Probability that random walk returns to starting vertex in at most 20 moves

Question

While trying to solve a somewhat unrelated problem, I came across this problem.

If I start at the origin of this lattice (which is the same as a hexagonal/honeycomb lattice), I want to figure out the probability that the walk is $k\leq 20$ moves and only returns to the origin for the first time on the $k$th move.

Perhaps more clearly, the problem is to find a random walk (starting at the origin) on this lattice which is at most 20 moves, but the origin is an absorbing state.

Now, the source gives a similar problem with solution, without this additional condition of the origin being an absorbing state. In essence, we find that the probability that a random walk on this lattice returns to the origin in $2n$ moves (perhaps returning multiple times in between) is $$\sum_{k=0}^n \binom{2k}{k}\binom{n}{k}^2.$$

However, I'm not sure how relevant this is, since we don't know exactly how many times the random walk would return to the origin in between.
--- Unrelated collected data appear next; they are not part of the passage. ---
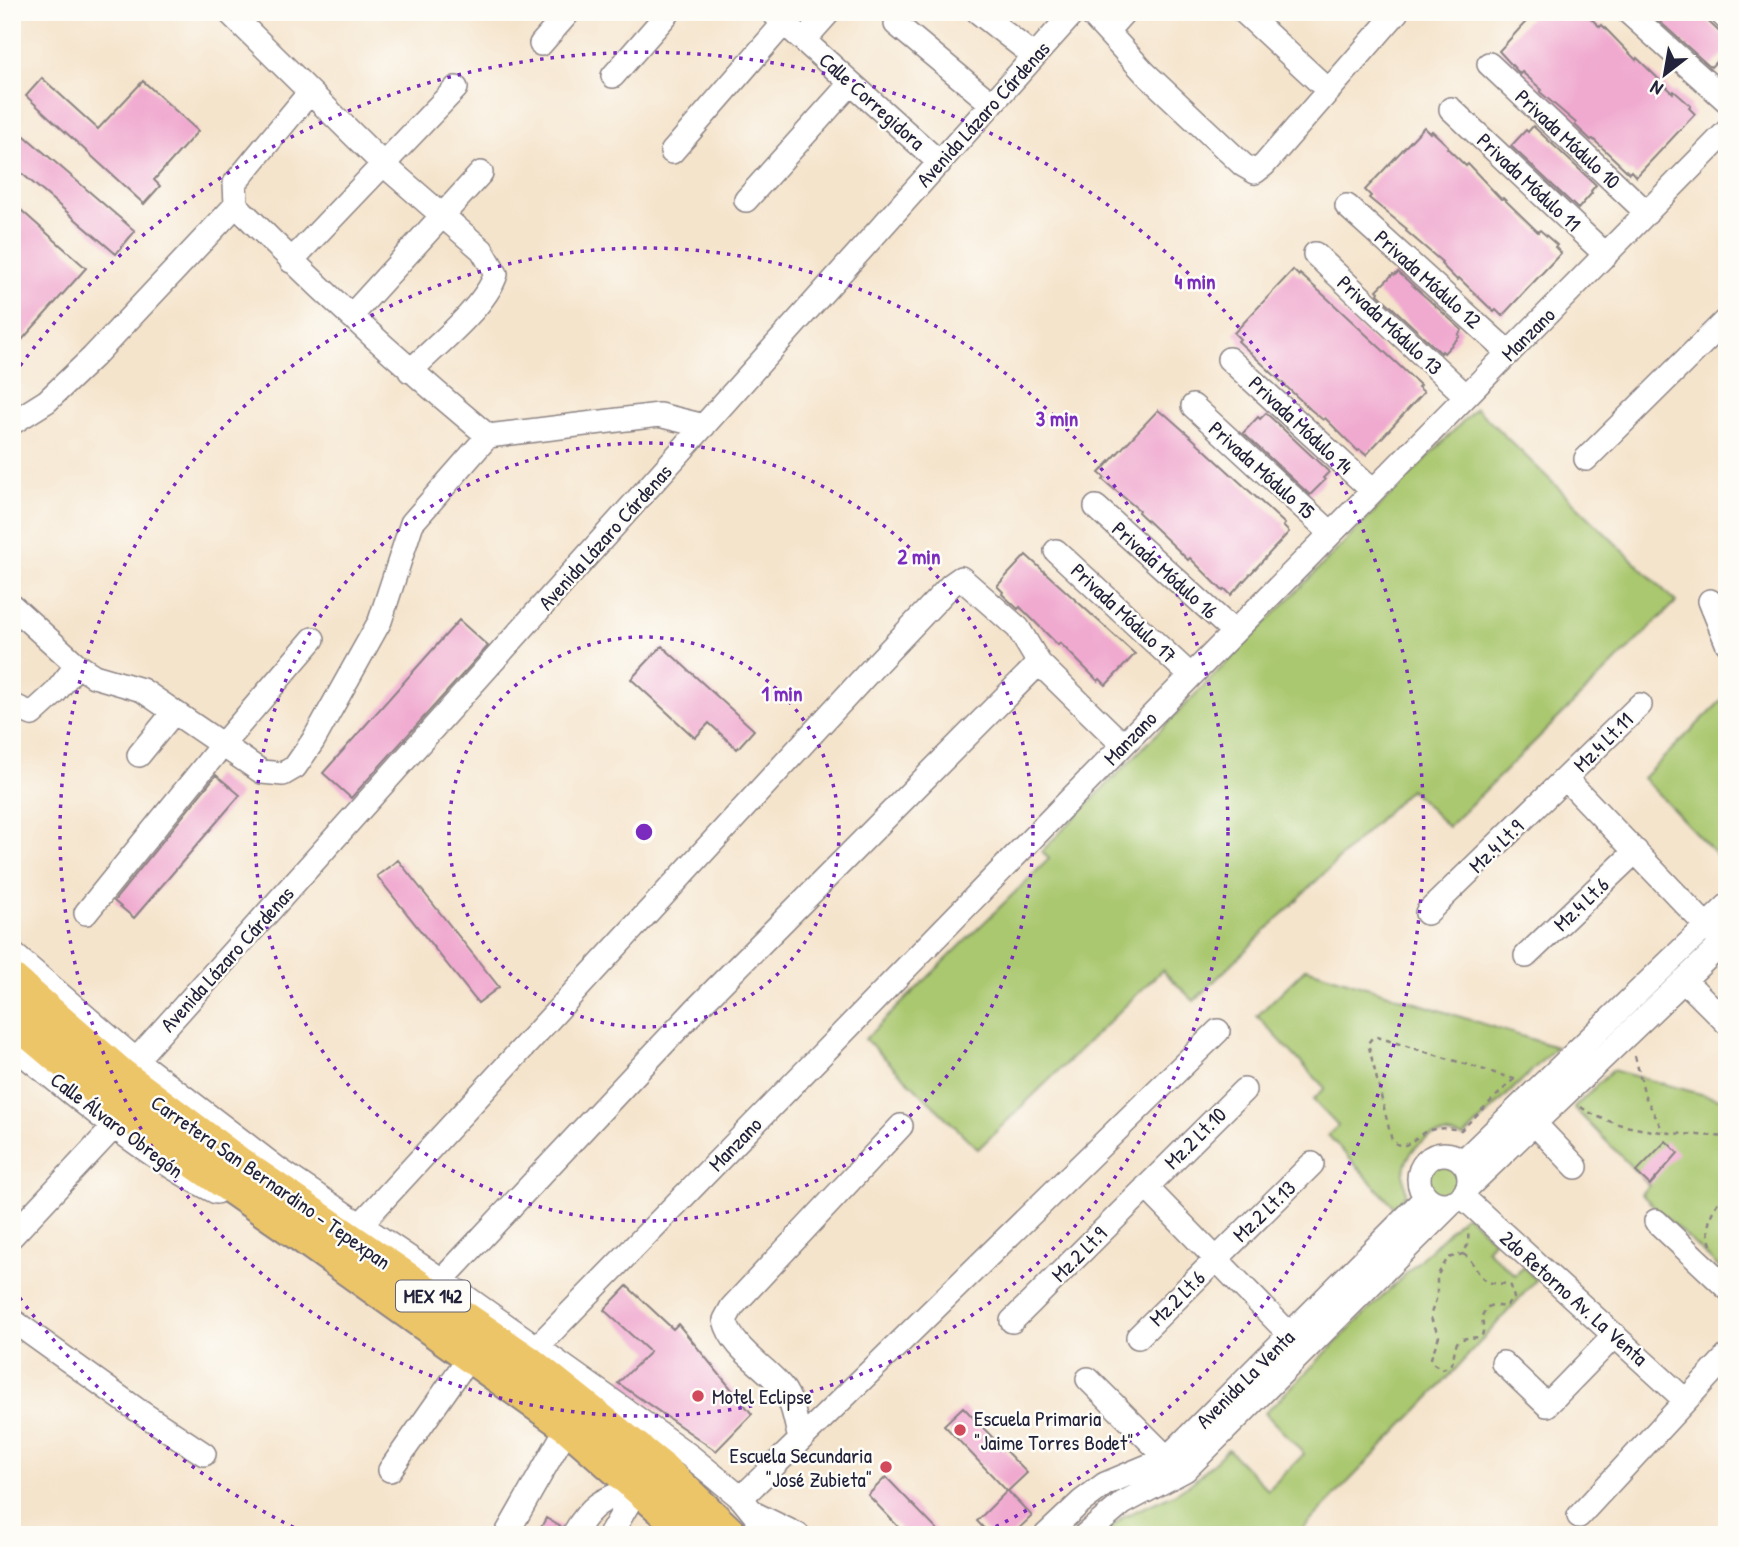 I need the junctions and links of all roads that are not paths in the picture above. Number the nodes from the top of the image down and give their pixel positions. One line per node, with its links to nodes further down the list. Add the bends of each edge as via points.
1 (229, 12): 25 (street)
2 (569, 12): 18 (street)
3 (669, 12): 21 (street)
4 (829, 12): 17 (street)
5 (978, 12): 19 (street)
6 (1074, 12): 19 (street, Avenida Lázaro Cárdenas)
7 (1089, 12): 16 (street)
8 (1124, 12): 16 (street)
9 (1397, 12): 24 (street)
10 (1628, 12): 26 (street)
11 (1720, 12): 14 (street)
12 (1251, 14): 24 (street)
13 (778, 17): 17 (street, Calle Corregidora); 30 (street)
14 (1727, 19)
15 (896, 24): 27 (street)
16 (1107, 31): 24 (street, via 1255,172)
17 (804, 40): 22 (street, Calle Corregidora)
18 (541, 44)
19 (1034, 56): 27 (street, Avenida Lázaro Cárdenas)
20 (1489, 64): 37 (street, Privada Módulo 10)
21 (613, 76)
22 (851, 83): 31 (street, Calle Corregidora); 34 (street)
23 (456, 88): 32 (street)
24 (1329, 91)
25 (310, 92): 32 (street); 35 (street, via 235,183)
26 (1727, 102)
27 (992, 104): 31 (street, Avenida Lázaro Cárdenas)
28 (1451, 109): 40 (street, Privada Módulo 11)
29 (1727, 131): 37 (street, Manzano)
30 (672, 152)
31 (940, 163): 50 (street, Avenida Lázaro Cárdenas)
32 (383, 164): 38 (street); 41 (street)
33 (481, 173): 38 (street)
34 (746, 200)
35 (236, 205): 41 (street); 49 (street, via 93,357 47,401)
36 (1347, 206): 44 (street, Privada Módulo 12)
37 (1647, 213): 40 (street, Manzano)
38 (444, 216): 42 (street); 46 (street, via 482,250 496,274 467,316)
39 (1315, 254): 47 (street, Privada Módulo 13)
40 (1606, 256): 44 (street, Manzano)
41 (291, 261): 42 (street)
42 (351, 316): 46 (street)
43 (1727, 319): 52 (street)
44 (1508, 353): 47 (street, Manzano)
45 (1229, 359): 53 (street, Privada Módulo 14)
46 (410, 372): 51 (street)
47 (1466, 396): 53 (street, Manzano)
48 (1193, 406): 55 (street, Privada Módulo 15)
49 (12, 422)
50 (704, 426): 51 (street, via 659,415); 86 (street, Avenida Lázaro Cárdenas)
51 (488, 436): 68 (street, via 412,523 380,621 295,767 283,774 262,772)
52 (1586, 458)
53 (1373, 491): 55 (street, Manzano)
54 (1096, 507): 59 (street, Privada Módulo 16)
55 (1332, 533): 59 (street, Manzano)
56 (1056, 551): 64 (street, Privada Módulo 17)
57 (1710, 601): 61 (street)
58 (12, 606): 63 (street)
59 (1234, 632): 64 (street, Manzano)
60 (313, 639): 68 (street)
61 (1727, 643)
62 (1039, 663): 69 (street); 98 (street, via 1018,628 968,583 961,578 951,585); 101 (street, via 696,1009)
63 (77, 665): 65 (street, via 32,713); 67 (street, via 94,676 142,690)
64 (1191, 676): 69 (street, Manzano)
65 (12, 705)
66 (1640, 705): 71 (street, Mz.4 Lt.11)
67 (174, 712): 68 (street); 70 (street)
68 (222, 745): 74 (street)
69 (1123, 746): 108 (street, Manzano)
70 (139, 755)
71 (1566, 779): 72 (street); 75 (street, Mz.4 Lt.9)
72 (1636, 851): 76 (street); 79 (street, Mz.4 Lt.6)
73 (1727, 906): 76 (street)
74 (86, 913)
75 (1427, 913)
76 (1706, 925): 77 (street); 91 (street)
77 (1725, 941): 81 (street, Avenida La Venta)
78 (12, 953): 86 (street)
79 (1526, 956)
80 (12, 980): 128 (highway, Carretera San Bernardino - Tepexpan / MEX 142, via 121,1075 237,1161 527,1361 663,1470)
81 (1684, 980): 83 (street); 89 (street, Avenida La Venta)
82 (12, 1018): 88 (highway, Carretera San Bernardino - Tepexpan / MEX 142)
83 (1727, 1023)
84 (1218, 1031): 116 (street)
85 (12, 1045): 88 (street, Calle Álvaro Obregón)
86 (136, 1060): 98 (street)
87 (1244, 1090): 94 (street, Mz.2 Lt.10)
88 (120, 1120): 99 (street); 110 (highway, Carretera San Bernardino - Tepexpan / MEX 142, via 302,1236)
89 (1535, 1124): 93 (street); 95 (street, Avenida La Venta)
90 (901, 1126): 116 (street, via 732,1307 725,1320 729,1335 783,1388)
91 (1462, 1162): 95 (street, via 1468,1174); 96 (street, via 1440,1154 1426,1161 1419,1175)
92 (1312, 1164): 100 (street, Mz.2 Lt.13)
93 (1576, 1167)
94 (1146, 1186): 100 (street); 104 (street, Mz.2 Lt.9)
95 (1461, 1195): 96 (street, via 1438,1203); 106 (street, 2do Retorno Av. La Venta); 109 (street, Avenida La Venta)
96 (1426, 1197): 105 (street, Avenida La Venta)
97 (1656, 1221): 102 (street)
98 (359, 1226): 101 (street)
99 (12, 1236)
100 (1216, 1258): 105 (street); 107 (street, Mz.2 Lt.6)
101 (442, 1280): 108 (street)
102 (1727, 1288)
103 (12, 1320): 117 (street)
104 (1012, 1321)
105 (1289, 1334): 109 (street); 118 (street, Avenida La Venta)
106 (1615, 1335): 112 (street, via 1547,1405); 114 (street, 2do Retorno Av. La Venta)
107 (1138, 1337)
108 (536, 1348): 121 (street)
109 (1306, 1351): 132 (street, Avenida La Venta, via 1185,1470 1124,1503)
110 (470, 1356): 115 (highway, Carretera San Bernardino - Tepexpan / MEX 142); 119 (street)
111 (1727, 1356): 114 (street)
112 (1503, 1363)
113 (1088, 1379): 118 (street)
114 (1685, 1400): 123 (street)
115 (568, 1426): 120 (highway, Carretera San Bernardino - Tepexpan / MEX 142); 124 (street)
116 (800, 1440): 121 (street)
117 (204, 1454)
118 (1167, 1458): 131 (street, Avenida La Venta, via 1105,1484)
119 (390, 1470)
120 (638, 1487): 125 (street, via 586,1512); 126 (street); 127 (highway, Carretera San Bernardino - Tepexpan / MEX 142)
121 (741, 1497): 122 (street)
122 (757, 1515): 129 (street); 130 (street)
123 (1579, 1516)
124 (506, 1535)
125 (573, 1535)
126 (610, 1535)
127 (692, 1535)
128 (730, 1535)
129 (771, 1535)
130 (798, 1535)
131 (1046, 1535)
132 (1085, 1535)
Any advice is appreciated.

Answer 1

The values $k\leq 20$ aren't too big to brute force. Because you need to come back, you only have to consider the graph up to $\frac{k}{2}$ distance to the origin. Then remove the origin and for each pair of neighbors of the origin count $k-2$-walks on that graph starting from first and ending in second. Sum those up and that's your answer. We get

2 :  3
4 :  6
6 :  30
8 :  180
10 :  1188
12 :  8322
14 :  60714
16 :  456174
18 :  3504630
20 :  27398106

Here's the Sage code I used:

def f(k):
    if k<2: return 0
    g = Graph()
    lim = k//2
    for y in range(-lim, lim+1):
        for x in range(-lim, lim+1):
            g.add_edge((x,y), (x+1, y))
            if (x+y)%2==0: g.add_edge((x,y), (x,y-1))
    g.delete_vertex((0,0))
    vs = list(g.vertices())
    origNbs = [vs.index(v) for v in [(-1,0), (1,0), (0,-1)]]
    A = g.adjacency_matrix()
    A = A^(k-2)
    return sum(A[vI][vJ] for vI in origNbs for vJ in origNbs)

for k in range(2, 21, 2):
    print (k, ": ", f(k))

I'm probably exaggerating on the $y$-range because you need two steps to move a level, but it's not too slow even like that.